Variability in PRP preparation protocols is one of the most critical issues identified in this review. Different centrifugation protocols, platelet concentrations, and blood collection techniques were used without clear rationale or standardization, likely contributing to inconsistent results between studies. This lack of consistency hampers cross-study comparisons and efficacy assessments, as variations in platelet/leukocyte counts and GF concentrations may lead to differing biological activities [6770]. Future studies should investigate protocol modifications like optimizing cellular concentrations, adjusting centrifugation techniques, or exploring specific cell/mediator adjustments to improve outcomes.

Beyond PRP preparation variability, ethical and practical challenges exist in animal studies. Several studies used invasive blood collection methods like intracardiac puncture or repeated venipunctures [57, 65, 66], which raise welfare concerns and may compromise data validity through stress-induced effects [71]. Future research should prioritize less invasive techniques (e.g., peripheral vein access) while maintaining scientific rigor through careful study design.

This systematic review highlights five critical requirements for robust PRP studies: (1) adequately powered sample sizes (minimum n = 15 for preclinical, n = 40 for clinical trials) with balanced gender representation; (2) standardized PRP protocols specifying centrifugation parameters (× g force, time, temperature), platelet concentrations (× 106/μL), and GF concentrations (PDGF-BB, TGF-β1 in pg/mL); (3) appropriate control groups (placebo/standard treatment); (4) randomized, blinded designs to minimize bias; and (5) complete reporting of methodology and outcomes.

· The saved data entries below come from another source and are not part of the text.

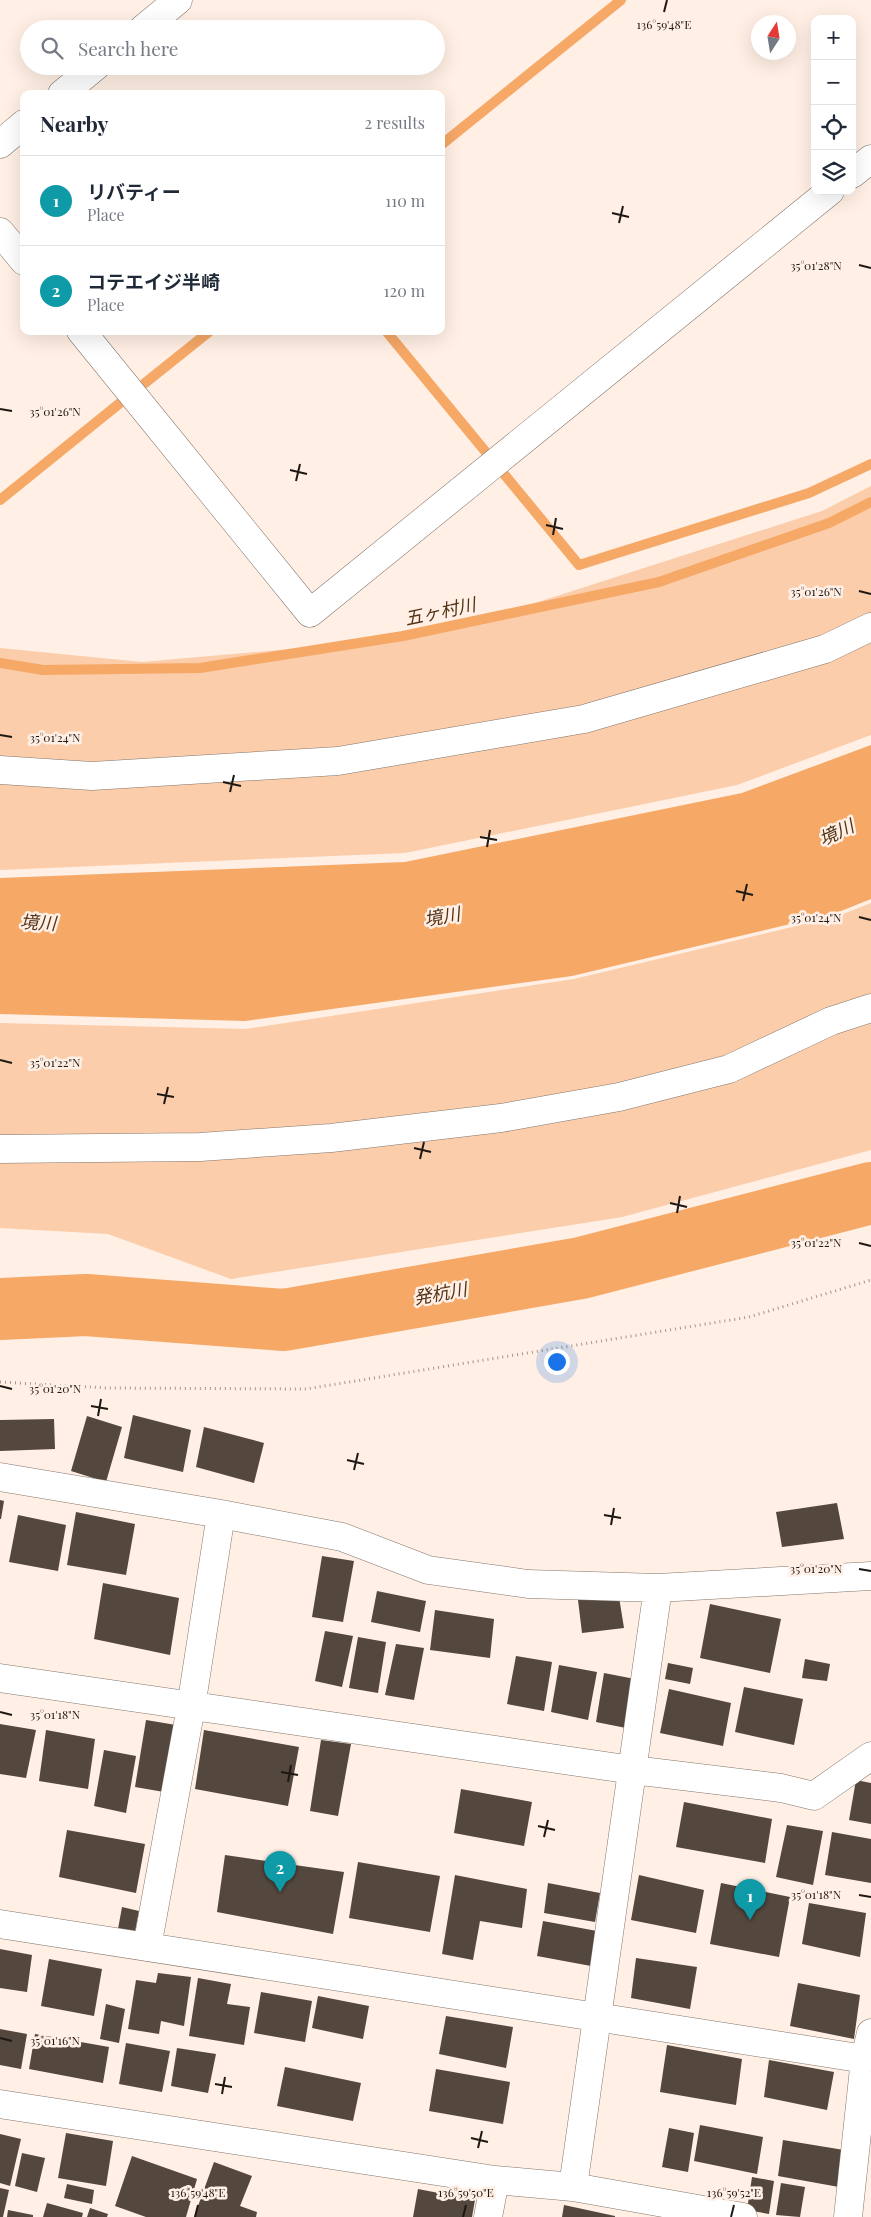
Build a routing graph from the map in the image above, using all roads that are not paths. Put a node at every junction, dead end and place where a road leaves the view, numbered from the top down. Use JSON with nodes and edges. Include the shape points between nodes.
{"nodes":[{"id":1,"x":178,"y":0,"type":"edge"},
{"id":2,"x":154,"y":20,"type":"edge"},
{"id":3,"x":85,"y":75,"type":"edge"},
{"id":4,"x":67,"y":90,"type":"edge"},
{"id":5,"x":20,"y":127,"type":"edge"},
{"id":6,"x":0,"y":144,"type":"edge"},
{"id":7,"x":871,"y":158,"type":"edge"},
{"id":8,"x":856,"y":171,"type":"edge"},
{"id":9,"x":825,"y":195,"type":"edge"},
{"id":10,"x":0,"y":232,"type":"edge"},
{"id":11,"x":20,"y":256,"type":"edge"},
{"id":12,"x":84,"y":335,"type":"edge"},
{"id":13,"x":871,"y":627,"type":"edge"},
{"id":14,"x":0,"y":770,"type":"edge"},
{"id":15,"x":871,"y":1008,"type":"edge"},
{"id":16,"x":0,"y":1149,"type":"edge"},
{"id":17,"x":0,"y":1477,"type":"edge"},
{"id":18,"x":222,"y":1514,"type":"junction"},
{"id":19,"x":871,"y":1576,"type":"edge"},
{"id":20,"x":658,"y":1588,"type":"junction"},
{"id":21,"x":0,"y":1678,"type":"edge"},
{"id":22,"x":192,"y":1708,"type":"junction"},
{"id":23,"x":871,"y":1756,"type":"edge"},
{"id":24,"x":633,"y":1770,"type":"junction"},
{"id":25,"x":0,"y":1924,"type":"edge"},
{"id":26,"x":147,"y":1947,"type":"junction"},
{"id":27,"x":598,"y":2017,"type":"junction"},
{"id":28,"x":871,"y":2033,"type":"edge"},
{"id":29,"x":865,"y":2060,"type":"junction"},
{"id":30,"x":0,"y":2104,"type":"edge"},
{"id":31,"x":495,"y":2180,"type":"junction"},
{"id":32,"x":573,"y":2187,"type":"junction"},
{"id":33,"x":488,"y":2217,"type":"edge"},
{"id":34,"x":744,"y":2217,"type":"edge"},
{"id":35,"x":848,"y":2217,"type":"edge"}],
"edges":[{"from":1,"to":2,"type":"street"},
{"from":3,"to":4,"type":"street"},
{"from":5,"to":6,"type":"street"},
{"from":7,"to":8,"type":"street"},
{"from":9,"to":12,"type":"street","via":[[310,613]]},
{"from":10,"to":11,"type":"street"},
{"from":13,"to":14,"type":"street","via":[[825,648],[584,719],[338,762],[92,776]]},
{"from":15,"to":16,"type":"street","via":[[831,1021],[729,1069],[619,1097],[501,1118],[331,1138],[200,1147]]},
{"from":17,"to":18,"type":"street"},
{"from":18,"to":20,"type":"street","via":[[342,1536],[428,1570],[528,1584]]},
{"from":18,"to":22,"type":"street"},
{"from":19,"to":20,"type":"street"},
{"from":20,"to":24,"type":"street"},
{"from":21,"to":22,"type":"street"},
{"from":22,"to":24,"type":"street"},
{"from":22,"to":26,"type":"street"},
{"from":23,"to":24,"type":"street","via":[[814,1796],[781,1788]]},
{"from":24,"to":27,"type":"street"},
{"from":25,"to":26,"type":"street"},
{"from":26,"to":27,"type":"street"},
{"from":27,"to":29,"type":"street"},
{"from":27,"to":32,"type":"street"},
{"from":28,"to":29,"type":"street"},
{"from":29,"to":35,"type":"street"},
{"from":30,"to":31,"type":"street"},
{"from":31,"to":32,"type":"street"},
{"from":31,"to":33,"type":"street"},
{"from":32,"to":34,"type":"street"}]}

These measures align with REFLECT [49] and CONSORT [72] guidelines to ensure reproducibility and clinical relevance. Future investigations should prioritize cross-species comparative studies to establish (1) interspecies variability in PRP responsiveness and (2) optimal, transferable preparation protocols. This dual approach would simultaneously broaden therapeutic applications while addressing the standardization challenges identified in both veterinary and human PRP research.

5. Conclusions

PRP demonstrates the therapeutic potential for OSD in animals, offering benefits such as accelerated corneal healing, reduced inflammation, and pain relief—particularly in refractory corneal ulcers and KCS. However, due to significant methodological limitations (i.e., inconsistent protocols, underreported PRP composition, and small sample sizes), PRP should not yet be considered standard care in veterinary ophthalmology. The current evidence supports its use only as an adjunct therapy for cases unresponsive to conventional treatments, with protocols validated.

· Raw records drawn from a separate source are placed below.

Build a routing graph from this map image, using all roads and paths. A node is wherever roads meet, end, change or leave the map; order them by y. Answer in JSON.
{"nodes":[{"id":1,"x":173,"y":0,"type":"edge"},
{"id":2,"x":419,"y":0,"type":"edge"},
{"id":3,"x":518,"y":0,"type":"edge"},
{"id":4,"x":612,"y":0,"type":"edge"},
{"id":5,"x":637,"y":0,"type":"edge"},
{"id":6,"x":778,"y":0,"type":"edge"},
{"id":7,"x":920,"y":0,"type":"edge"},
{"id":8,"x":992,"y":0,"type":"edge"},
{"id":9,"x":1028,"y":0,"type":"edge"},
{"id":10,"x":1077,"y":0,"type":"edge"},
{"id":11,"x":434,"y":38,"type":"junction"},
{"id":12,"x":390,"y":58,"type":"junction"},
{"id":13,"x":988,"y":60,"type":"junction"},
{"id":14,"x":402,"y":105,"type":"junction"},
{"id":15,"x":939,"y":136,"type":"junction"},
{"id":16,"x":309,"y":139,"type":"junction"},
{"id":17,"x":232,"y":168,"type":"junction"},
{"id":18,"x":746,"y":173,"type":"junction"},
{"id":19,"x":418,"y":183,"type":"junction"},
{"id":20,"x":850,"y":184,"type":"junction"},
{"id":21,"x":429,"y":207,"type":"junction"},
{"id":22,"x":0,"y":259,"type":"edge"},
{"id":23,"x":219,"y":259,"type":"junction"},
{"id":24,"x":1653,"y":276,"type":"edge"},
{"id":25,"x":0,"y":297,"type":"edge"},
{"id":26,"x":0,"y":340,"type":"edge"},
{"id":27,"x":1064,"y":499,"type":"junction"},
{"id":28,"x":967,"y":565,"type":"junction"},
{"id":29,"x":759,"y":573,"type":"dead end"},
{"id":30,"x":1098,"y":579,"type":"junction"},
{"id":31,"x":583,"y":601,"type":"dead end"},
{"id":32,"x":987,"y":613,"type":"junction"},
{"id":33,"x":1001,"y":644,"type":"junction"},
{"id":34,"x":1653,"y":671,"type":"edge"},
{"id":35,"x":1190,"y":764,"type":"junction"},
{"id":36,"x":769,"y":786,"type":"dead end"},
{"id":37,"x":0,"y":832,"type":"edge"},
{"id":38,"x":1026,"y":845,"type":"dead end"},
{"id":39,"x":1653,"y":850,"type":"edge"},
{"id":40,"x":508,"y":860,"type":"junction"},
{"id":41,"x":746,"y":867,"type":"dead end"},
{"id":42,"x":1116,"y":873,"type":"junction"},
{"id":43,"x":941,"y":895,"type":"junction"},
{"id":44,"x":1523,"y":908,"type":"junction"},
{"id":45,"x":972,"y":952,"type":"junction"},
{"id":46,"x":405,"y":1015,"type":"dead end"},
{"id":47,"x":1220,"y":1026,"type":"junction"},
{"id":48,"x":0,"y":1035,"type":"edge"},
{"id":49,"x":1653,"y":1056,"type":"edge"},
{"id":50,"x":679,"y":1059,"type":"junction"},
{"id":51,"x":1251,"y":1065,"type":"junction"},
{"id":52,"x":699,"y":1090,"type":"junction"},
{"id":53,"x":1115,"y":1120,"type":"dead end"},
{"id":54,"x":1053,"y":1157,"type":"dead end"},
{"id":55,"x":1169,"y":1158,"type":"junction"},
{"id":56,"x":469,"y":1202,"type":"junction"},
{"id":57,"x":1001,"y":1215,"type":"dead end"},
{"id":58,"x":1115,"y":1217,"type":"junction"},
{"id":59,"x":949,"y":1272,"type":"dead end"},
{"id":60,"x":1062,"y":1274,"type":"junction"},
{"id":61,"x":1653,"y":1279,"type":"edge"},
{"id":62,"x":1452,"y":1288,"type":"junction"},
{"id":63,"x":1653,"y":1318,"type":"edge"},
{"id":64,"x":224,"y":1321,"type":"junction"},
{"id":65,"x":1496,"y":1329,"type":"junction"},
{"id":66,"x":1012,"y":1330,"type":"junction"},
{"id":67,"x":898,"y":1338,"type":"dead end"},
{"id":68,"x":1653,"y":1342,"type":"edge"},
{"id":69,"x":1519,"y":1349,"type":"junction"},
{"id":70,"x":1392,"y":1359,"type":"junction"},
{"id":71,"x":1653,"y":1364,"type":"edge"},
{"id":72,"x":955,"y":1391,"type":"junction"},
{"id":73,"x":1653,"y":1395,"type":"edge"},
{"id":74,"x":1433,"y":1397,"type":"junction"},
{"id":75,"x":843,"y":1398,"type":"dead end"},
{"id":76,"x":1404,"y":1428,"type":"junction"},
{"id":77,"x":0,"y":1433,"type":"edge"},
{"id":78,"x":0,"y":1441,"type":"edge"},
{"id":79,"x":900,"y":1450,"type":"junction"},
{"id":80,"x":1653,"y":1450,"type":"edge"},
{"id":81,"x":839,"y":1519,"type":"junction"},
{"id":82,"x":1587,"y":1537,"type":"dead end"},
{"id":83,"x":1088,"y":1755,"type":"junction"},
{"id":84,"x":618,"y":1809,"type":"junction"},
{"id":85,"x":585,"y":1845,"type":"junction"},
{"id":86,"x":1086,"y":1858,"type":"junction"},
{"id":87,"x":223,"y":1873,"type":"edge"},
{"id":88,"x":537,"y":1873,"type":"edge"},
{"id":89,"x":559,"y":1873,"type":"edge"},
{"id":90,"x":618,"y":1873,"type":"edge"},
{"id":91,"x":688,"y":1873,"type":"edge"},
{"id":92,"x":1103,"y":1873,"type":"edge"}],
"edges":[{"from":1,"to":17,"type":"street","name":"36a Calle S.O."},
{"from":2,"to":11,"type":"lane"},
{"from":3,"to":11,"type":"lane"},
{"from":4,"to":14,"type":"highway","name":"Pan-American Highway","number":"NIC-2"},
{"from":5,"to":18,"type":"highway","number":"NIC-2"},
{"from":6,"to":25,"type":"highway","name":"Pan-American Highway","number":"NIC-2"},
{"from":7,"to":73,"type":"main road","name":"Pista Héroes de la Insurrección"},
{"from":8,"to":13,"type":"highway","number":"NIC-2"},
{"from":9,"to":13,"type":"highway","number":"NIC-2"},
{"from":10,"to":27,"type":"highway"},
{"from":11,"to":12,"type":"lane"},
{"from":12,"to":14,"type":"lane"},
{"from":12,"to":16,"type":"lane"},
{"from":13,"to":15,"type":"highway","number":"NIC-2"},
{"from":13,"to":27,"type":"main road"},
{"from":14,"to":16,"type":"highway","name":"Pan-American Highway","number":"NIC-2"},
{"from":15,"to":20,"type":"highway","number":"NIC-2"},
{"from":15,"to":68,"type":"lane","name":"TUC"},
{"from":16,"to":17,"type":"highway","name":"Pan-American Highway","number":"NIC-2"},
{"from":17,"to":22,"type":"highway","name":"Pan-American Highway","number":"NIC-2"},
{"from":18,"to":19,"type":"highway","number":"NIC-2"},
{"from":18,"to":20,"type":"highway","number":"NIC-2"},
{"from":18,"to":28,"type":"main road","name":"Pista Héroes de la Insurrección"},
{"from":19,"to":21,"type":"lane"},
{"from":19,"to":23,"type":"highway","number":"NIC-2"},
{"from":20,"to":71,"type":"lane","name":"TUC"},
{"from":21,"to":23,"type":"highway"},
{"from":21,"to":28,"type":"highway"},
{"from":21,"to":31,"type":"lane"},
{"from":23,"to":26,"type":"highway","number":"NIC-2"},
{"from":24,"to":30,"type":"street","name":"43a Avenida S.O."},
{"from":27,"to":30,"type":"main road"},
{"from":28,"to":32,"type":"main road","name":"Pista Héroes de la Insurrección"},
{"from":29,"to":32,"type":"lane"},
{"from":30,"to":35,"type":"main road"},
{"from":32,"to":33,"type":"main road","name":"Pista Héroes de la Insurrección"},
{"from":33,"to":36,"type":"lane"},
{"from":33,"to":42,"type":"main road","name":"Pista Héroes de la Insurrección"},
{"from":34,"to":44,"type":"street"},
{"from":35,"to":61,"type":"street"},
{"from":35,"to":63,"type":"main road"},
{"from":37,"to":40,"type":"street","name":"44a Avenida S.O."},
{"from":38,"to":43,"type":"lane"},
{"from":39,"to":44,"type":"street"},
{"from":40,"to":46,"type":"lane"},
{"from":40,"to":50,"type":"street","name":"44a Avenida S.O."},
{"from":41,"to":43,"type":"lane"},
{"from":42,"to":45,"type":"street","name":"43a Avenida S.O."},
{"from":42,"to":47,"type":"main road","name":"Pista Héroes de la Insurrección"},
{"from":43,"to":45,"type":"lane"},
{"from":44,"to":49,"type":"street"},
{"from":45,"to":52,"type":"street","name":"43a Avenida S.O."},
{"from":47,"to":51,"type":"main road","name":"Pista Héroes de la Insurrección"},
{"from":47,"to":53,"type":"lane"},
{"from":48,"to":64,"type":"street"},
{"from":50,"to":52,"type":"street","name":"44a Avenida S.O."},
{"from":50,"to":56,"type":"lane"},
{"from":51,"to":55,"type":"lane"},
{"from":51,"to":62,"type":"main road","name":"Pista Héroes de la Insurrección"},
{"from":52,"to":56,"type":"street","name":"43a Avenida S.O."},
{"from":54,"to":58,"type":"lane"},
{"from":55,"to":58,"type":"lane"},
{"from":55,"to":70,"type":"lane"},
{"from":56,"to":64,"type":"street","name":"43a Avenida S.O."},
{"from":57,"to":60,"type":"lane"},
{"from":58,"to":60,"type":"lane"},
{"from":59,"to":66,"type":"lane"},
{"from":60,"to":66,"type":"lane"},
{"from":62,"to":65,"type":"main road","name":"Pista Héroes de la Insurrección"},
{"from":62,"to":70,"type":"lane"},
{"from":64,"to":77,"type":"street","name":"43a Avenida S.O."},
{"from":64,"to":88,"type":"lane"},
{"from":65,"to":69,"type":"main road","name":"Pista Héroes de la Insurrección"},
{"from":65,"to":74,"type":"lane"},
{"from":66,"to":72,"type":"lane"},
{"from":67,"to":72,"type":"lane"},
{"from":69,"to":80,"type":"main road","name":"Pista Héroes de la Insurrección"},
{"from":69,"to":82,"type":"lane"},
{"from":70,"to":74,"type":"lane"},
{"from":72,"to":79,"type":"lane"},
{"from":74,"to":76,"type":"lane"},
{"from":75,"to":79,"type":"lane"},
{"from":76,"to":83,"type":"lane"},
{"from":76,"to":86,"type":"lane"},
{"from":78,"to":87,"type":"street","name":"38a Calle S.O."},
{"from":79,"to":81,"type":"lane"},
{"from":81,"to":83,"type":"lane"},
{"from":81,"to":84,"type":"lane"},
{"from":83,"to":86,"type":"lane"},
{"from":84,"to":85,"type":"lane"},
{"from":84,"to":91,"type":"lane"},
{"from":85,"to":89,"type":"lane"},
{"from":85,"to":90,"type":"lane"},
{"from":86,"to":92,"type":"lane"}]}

To advance clinical translation, future studies must: (1) improve reporting rigor, (2) validate long-term efficacy and safety in multicenter trials, and (3) optimize species-specific protocols. Until such evidence is available, PRP should be employed cautiously within individualized, multimodal treatment plans.

Conflicts of Interest

The authors declare no conflicts of interest.

Funding

The article processing charge (APC) for this publication was funded by the Master’s Program in Veterinary Sciences at Universidad de Caldas, Manizales, Colombia.

Data Availability Statement

Data sharing is not applicable to this article as no new data were created or analyzed in this study.